Ray Drecker war ein Star. Früher. Eine hinreißende und über alle Maßen verliebte Frau an seiner Seite, die Basketball-Profikarriere im Blick, die Zukunft in seiner Hand. Doch die Dinge haben sich drastisch geändert. Rays Ehe mit Jessica ist gescheitert und der Traum, den Sport zu seinem Beruf zu machen, mündete in einer gefährdeten Anstellung als Basketball- und Geschichtslehrer an der Highschool seiner Kinder. Diese machen ihm ebenfalls Sorgen, halten sie sich doch nicht an aufgestellte Regeln oder besuchen ominöse Gothik-Festivals. Als zu guter Letzt ein Brand sein Elternhaus zerstört und sich Jessica, die den recht wohlhabenden Hautarzt Ronnie geheiratet hat, gegen finanzielle Unterstützung wehrt, sieht Ray nur eine Lösung: Prostitution.

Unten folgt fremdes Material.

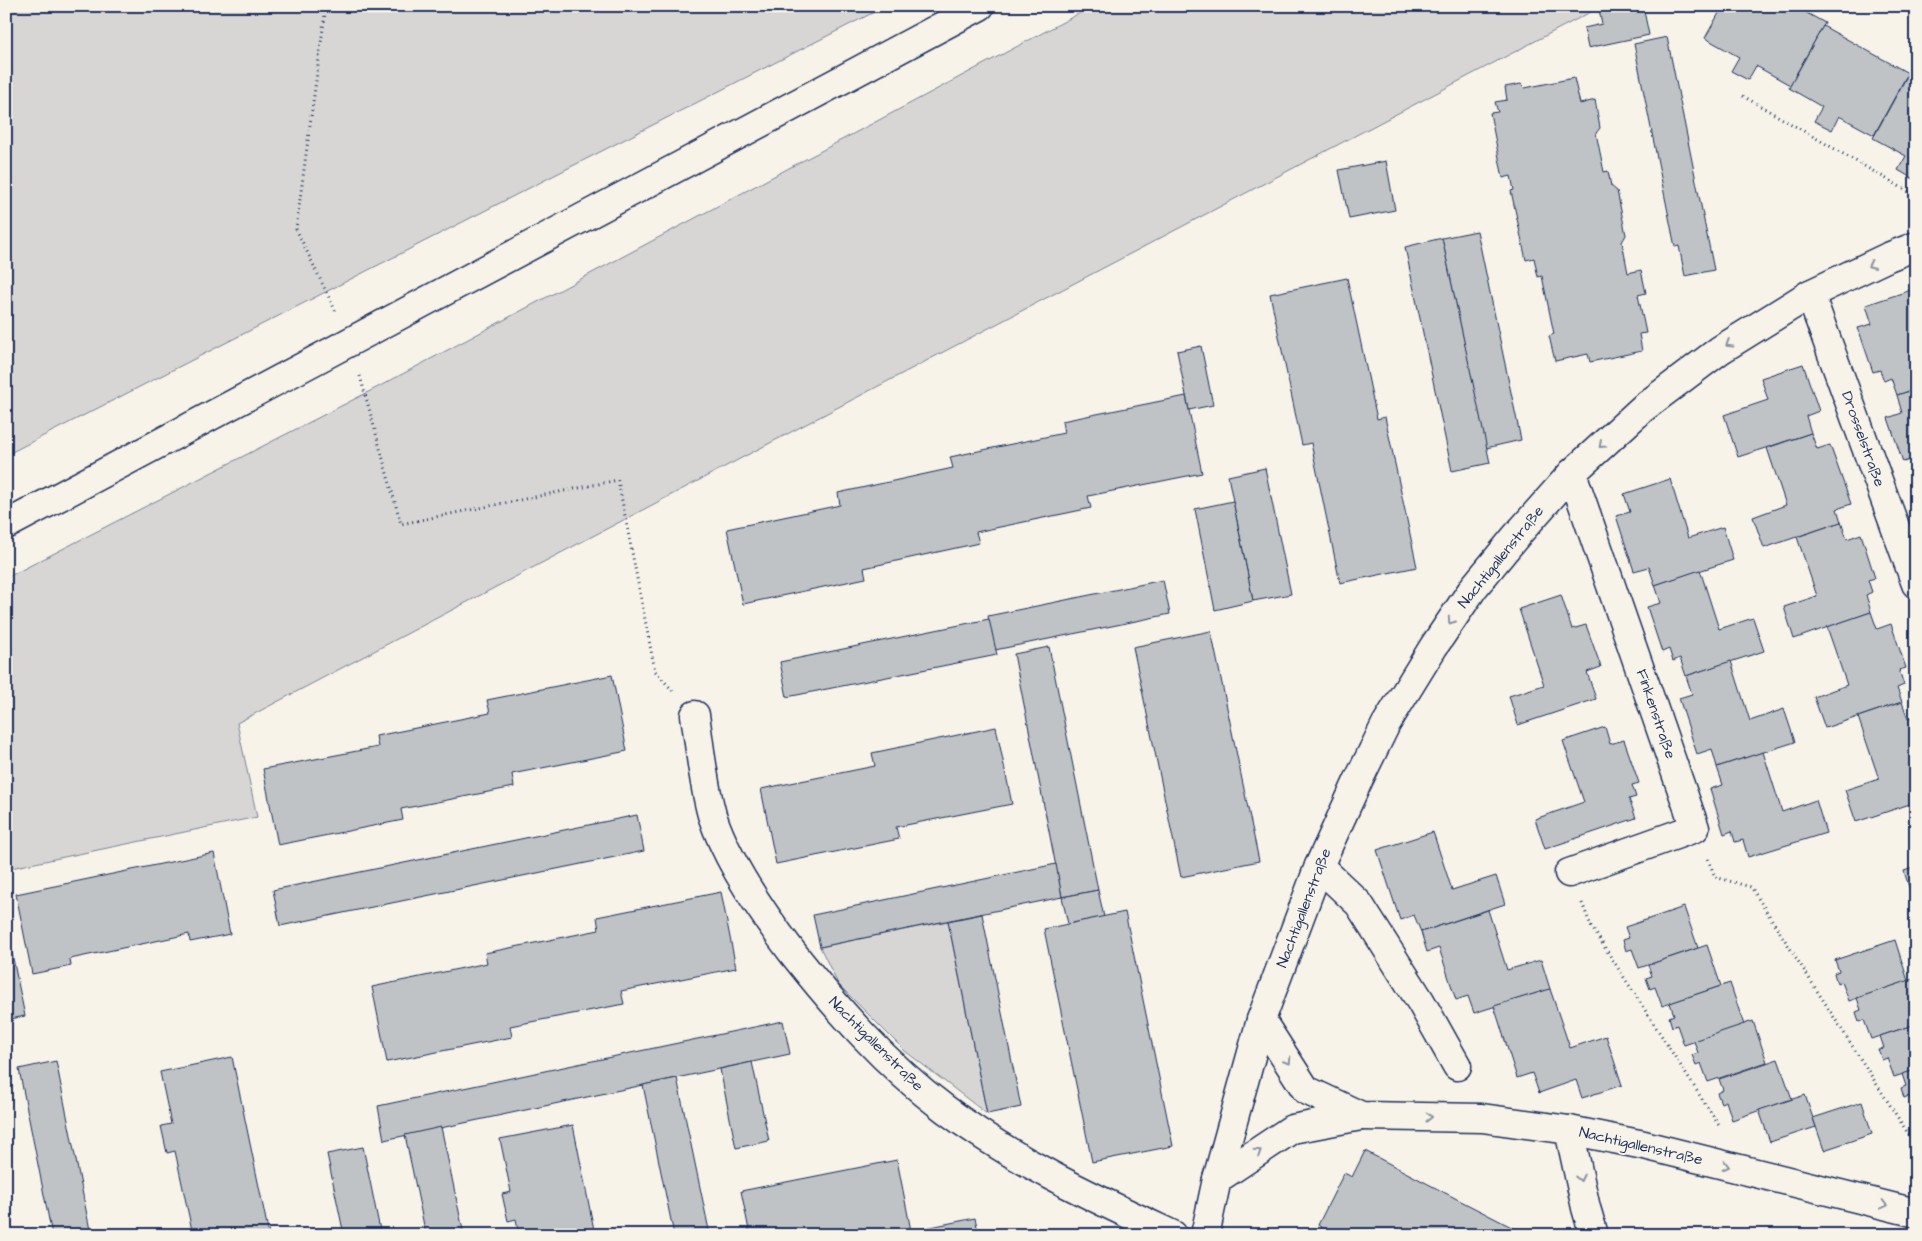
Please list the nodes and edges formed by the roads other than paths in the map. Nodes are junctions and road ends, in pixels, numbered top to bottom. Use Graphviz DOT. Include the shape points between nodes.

Auf die Idee bringt ihn ein Workshop, dessen Leiter dazu animiert, aus dem eigenen Talent Kapital zu schlagen. Immerhin besitze jeder Mensch eine gewisse Gabe. Im Falle von Ray handelt es sich hierbei um sein bestes Stück, das den gewöhnlichen Durchschnitt in den Schatten stellt. Seine ehemalige Flamme Tanya avanciert zu seiner Zuhälterin. Eigentlich hatte sie vor, Gebäck mit laminierten Gedichten im Inneren zu verkaufen, aber Ray in der Rolle einer männlichen Prostituierten, oder wie sie es nennt, 'Happiness Consultant', scheint die Tür zu schnellerem Reichtum zu öffnen.

Darsteller:


Thomas Jane («Der Nebel») ist Ray Drecker
Jane Adams («Happiness») ist Tanya Skagle
Anne Hache («Men in Trees») ist Jessica Haxon
Charlie Saxton («In meinem Himmel») ist Damon Drecker
Sianoa Smit-McPhee («Nachbarn») ist Darby Drecker
Eddie Jemison («Ocean's Eleven») ist Ronnie Haxon
Rebecca Creskoff («The Practice») ist Lenore

Kritik:


«Hung», das auf Grund positiver Resonanz seitens Kritikern und für Home Box Office inzwischen nicht mehr selbstverständlicher Publikumssbeteiligung bereits um eine zweite Staffel verlängert wurde, hat allerhand mit den großen Erfolgsproduktionen des amerikanischen Bezahlsenders gemein. Die Parallelen nehmen ihren Anfang mit den fantastischen Opening Credits, die in Network-Augen nur noch kostbare Zeit rauben. Das Lied “I'll be your Man” des Duos 'The Black Keys' untermalt den Weg der Hauptfigur Ray, die sich nach und nach entkleidet, um schließlich unbeschwert in einen See einzutauchen. Während «Lost» oder «Desperate Housewifes» inzwischen langfristig angelegte Charakterkonstellationen innerhalb von 40 Minuten über den Haufen werfen, kann sich «Hung», wie auch «Six Feet Under» und «The Sopranos», genügend Zeit nehmen, den roten Faden realistisch auszubauen.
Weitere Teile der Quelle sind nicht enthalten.